*WHAT TO WORK ON:* Taking the line that contains "Please list the" as the starting point, give again exactly every line up to and including the last line of the records below.

Collected data
=====

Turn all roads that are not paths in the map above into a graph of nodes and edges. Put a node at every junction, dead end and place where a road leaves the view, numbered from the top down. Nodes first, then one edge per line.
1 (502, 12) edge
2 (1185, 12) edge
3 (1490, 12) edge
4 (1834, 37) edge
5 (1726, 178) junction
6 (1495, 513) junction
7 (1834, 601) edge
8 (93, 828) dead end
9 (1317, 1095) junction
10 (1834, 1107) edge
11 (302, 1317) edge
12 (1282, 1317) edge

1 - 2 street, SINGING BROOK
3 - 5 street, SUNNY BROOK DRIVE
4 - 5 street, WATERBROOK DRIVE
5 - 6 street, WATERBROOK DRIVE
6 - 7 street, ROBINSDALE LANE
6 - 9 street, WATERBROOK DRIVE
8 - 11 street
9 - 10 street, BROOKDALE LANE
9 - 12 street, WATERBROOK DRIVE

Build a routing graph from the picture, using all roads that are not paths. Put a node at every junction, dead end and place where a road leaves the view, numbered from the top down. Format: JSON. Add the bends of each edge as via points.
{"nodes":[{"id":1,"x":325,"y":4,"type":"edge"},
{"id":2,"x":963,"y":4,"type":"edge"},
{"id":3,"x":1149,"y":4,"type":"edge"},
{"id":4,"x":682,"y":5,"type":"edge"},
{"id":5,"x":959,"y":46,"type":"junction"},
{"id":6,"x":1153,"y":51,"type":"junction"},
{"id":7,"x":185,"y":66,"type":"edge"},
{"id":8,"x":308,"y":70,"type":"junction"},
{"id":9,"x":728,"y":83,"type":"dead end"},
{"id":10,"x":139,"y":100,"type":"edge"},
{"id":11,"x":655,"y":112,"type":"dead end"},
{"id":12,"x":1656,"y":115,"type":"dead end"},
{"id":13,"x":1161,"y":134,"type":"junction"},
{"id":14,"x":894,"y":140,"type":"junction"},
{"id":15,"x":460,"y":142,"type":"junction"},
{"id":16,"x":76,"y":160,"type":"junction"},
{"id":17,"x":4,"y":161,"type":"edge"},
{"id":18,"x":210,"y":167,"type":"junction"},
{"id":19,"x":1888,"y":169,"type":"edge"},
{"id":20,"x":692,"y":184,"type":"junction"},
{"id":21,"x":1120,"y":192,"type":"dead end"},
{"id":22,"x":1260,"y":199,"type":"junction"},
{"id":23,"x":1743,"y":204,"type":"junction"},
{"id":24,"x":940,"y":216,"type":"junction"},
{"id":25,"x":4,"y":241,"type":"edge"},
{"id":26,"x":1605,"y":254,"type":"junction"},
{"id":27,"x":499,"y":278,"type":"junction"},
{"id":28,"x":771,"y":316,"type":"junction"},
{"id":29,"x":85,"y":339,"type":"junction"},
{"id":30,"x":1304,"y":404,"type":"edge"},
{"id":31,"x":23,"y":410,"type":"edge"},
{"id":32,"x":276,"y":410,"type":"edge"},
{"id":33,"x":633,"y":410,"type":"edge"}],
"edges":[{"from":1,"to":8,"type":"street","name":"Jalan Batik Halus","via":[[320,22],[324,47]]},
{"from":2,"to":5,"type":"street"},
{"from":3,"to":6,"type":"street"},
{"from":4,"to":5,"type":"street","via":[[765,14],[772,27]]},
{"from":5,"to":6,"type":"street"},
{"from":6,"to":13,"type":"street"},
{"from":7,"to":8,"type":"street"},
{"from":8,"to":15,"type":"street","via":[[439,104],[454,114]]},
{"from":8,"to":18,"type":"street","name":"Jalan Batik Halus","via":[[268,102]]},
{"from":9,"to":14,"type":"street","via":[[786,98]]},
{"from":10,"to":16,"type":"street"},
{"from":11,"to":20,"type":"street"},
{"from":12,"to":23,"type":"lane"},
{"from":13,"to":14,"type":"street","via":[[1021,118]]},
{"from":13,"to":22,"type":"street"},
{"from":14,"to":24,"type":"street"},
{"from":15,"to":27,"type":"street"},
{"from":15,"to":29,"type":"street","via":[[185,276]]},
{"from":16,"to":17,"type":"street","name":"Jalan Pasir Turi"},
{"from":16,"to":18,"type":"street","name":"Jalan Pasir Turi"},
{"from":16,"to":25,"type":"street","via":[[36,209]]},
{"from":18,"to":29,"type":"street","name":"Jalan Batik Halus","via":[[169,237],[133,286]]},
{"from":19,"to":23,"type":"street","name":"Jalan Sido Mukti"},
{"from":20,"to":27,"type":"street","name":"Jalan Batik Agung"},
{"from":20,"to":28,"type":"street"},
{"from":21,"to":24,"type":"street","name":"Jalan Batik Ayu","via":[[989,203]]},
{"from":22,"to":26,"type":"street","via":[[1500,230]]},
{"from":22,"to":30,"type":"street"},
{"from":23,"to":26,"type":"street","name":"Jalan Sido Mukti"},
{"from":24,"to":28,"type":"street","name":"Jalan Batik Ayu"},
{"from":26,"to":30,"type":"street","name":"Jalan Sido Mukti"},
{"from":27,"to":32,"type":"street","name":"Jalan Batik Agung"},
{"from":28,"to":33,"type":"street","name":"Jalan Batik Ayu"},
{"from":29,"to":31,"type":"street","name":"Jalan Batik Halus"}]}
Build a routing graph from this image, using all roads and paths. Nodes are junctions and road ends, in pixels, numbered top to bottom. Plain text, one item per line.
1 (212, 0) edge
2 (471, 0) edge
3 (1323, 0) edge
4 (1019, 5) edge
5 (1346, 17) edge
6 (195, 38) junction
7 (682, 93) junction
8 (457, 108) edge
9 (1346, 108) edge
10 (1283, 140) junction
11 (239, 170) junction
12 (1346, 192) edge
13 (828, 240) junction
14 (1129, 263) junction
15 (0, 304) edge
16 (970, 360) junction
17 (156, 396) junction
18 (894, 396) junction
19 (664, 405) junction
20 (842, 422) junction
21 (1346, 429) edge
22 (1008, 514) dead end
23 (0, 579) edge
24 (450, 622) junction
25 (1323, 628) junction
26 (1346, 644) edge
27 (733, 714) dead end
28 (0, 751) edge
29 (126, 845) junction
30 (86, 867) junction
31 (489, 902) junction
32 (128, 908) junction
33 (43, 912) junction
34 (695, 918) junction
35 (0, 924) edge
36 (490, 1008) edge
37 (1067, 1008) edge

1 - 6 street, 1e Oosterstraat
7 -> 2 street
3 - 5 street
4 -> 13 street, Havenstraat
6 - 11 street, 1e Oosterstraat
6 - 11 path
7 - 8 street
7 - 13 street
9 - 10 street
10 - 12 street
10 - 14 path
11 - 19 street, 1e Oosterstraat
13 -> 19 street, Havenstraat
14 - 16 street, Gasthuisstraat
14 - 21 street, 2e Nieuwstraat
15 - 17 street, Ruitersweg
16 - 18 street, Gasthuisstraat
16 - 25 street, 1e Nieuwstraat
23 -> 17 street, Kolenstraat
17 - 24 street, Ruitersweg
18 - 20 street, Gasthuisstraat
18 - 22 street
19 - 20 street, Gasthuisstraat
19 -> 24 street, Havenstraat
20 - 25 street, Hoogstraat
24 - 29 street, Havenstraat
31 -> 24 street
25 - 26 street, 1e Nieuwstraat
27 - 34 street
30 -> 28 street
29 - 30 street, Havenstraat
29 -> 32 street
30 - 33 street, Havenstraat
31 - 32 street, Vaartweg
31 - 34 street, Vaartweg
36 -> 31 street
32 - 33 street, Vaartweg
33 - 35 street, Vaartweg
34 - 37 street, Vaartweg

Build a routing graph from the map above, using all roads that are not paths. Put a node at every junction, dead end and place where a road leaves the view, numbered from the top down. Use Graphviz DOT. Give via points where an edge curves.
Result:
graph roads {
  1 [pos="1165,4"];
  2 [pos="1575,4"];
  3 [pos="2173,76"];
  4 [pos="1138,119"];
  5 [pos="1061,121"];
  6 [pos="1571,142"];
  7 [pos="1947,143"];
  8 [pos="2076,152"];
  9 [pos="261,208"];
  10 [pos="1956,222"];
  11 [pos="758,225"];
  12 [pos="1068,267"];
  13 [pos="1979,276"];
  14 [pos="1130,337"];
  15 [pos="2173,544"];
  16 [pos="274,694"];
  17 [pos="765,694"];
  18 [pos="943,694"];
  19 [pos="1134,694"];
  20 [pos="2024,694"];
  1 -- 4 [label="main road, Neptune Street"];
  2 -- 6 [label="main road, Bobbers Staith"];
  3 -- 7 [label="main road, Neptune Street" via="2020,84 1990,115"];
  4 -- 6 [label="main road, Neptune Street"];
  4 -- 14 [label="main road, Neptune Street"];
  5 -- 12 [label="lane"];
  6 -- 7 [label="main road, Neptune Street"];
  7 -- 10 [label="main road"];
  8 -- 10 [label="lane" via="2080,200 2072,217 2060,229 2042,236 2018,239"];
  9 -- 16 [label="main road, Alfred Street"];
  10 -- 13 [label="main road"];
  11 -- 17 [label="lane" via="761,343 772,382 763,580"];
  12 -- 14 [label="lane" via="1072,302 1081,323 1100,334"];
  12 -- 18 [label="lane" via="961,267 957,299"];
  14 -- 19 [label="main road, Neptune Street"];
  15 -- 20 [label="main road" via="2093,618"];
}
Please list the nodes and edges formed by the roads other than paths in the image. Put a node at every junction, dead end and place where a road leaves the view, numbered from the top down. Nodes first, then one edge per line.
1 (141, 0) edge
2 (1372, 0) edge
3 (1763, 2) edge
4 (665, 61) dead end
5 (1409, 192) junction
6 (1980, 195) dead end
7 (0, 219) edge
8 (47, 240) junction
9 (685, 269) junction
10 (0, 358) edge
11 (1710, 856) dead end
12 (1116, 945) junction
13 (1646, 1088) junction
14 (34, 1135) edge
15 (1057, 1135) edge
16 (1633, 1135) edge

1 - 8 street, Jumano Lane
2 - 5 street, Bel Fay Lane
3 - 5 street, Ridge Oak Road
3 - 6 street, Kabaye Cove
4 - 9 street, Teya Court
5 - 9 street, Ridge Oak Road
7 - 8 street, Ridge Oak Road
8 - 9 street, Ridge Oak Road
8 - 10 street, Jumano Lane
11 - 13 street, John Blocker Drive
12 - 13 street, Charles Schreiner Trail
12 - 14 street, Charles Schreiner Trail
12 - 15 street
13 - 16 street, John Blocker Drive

=====

*OUTPUT FOR THIS TASK:*
Please list the nodes and edges formed by the roads other than paths in the image. Put a node at every junction, dead end and place where a road leaves the view, numbered from the top down. Nodes first, then one edge per line.
1 (141, 0) edge
2 (1372, 0) edge
3 (1763, 2) edge
4 (665, 61) dead end
5 (1409, 192) junction
6 (1980, 195) dead end
7 (0, 219) edge
8 (47, 240) junction
9 (685, 269) junction
10 (0, 358) edge
11 (1710, 856) dead end
12 (1116, 945) junction
13 (1646, 1088) junction
14 (34, 1135) edge
15 (1057, 1135) edge
16 (1633, 1135) edge

1 - 8 street, Jumano Lane
2 - 5 street, Bel Fay Lane
3 - 5 street, Ridge Oak Road
3 - 6 street, Kabaye Cove
4 - 9 street, Teya Court
5 - 9 street, Ridge Oak Road
7 - 8 street, Ridge Oak Road
8 - 9 street, Ridge Oak Road
8 - 10 street, Jumano Lane
11 - 13 street, John Blocker Drive
12 - 13 street, Charles Schreiner Trail
12 - 14 street, Charles Schreiner Trail
12 - 15 street
13 - 16 street, John Blocker Drive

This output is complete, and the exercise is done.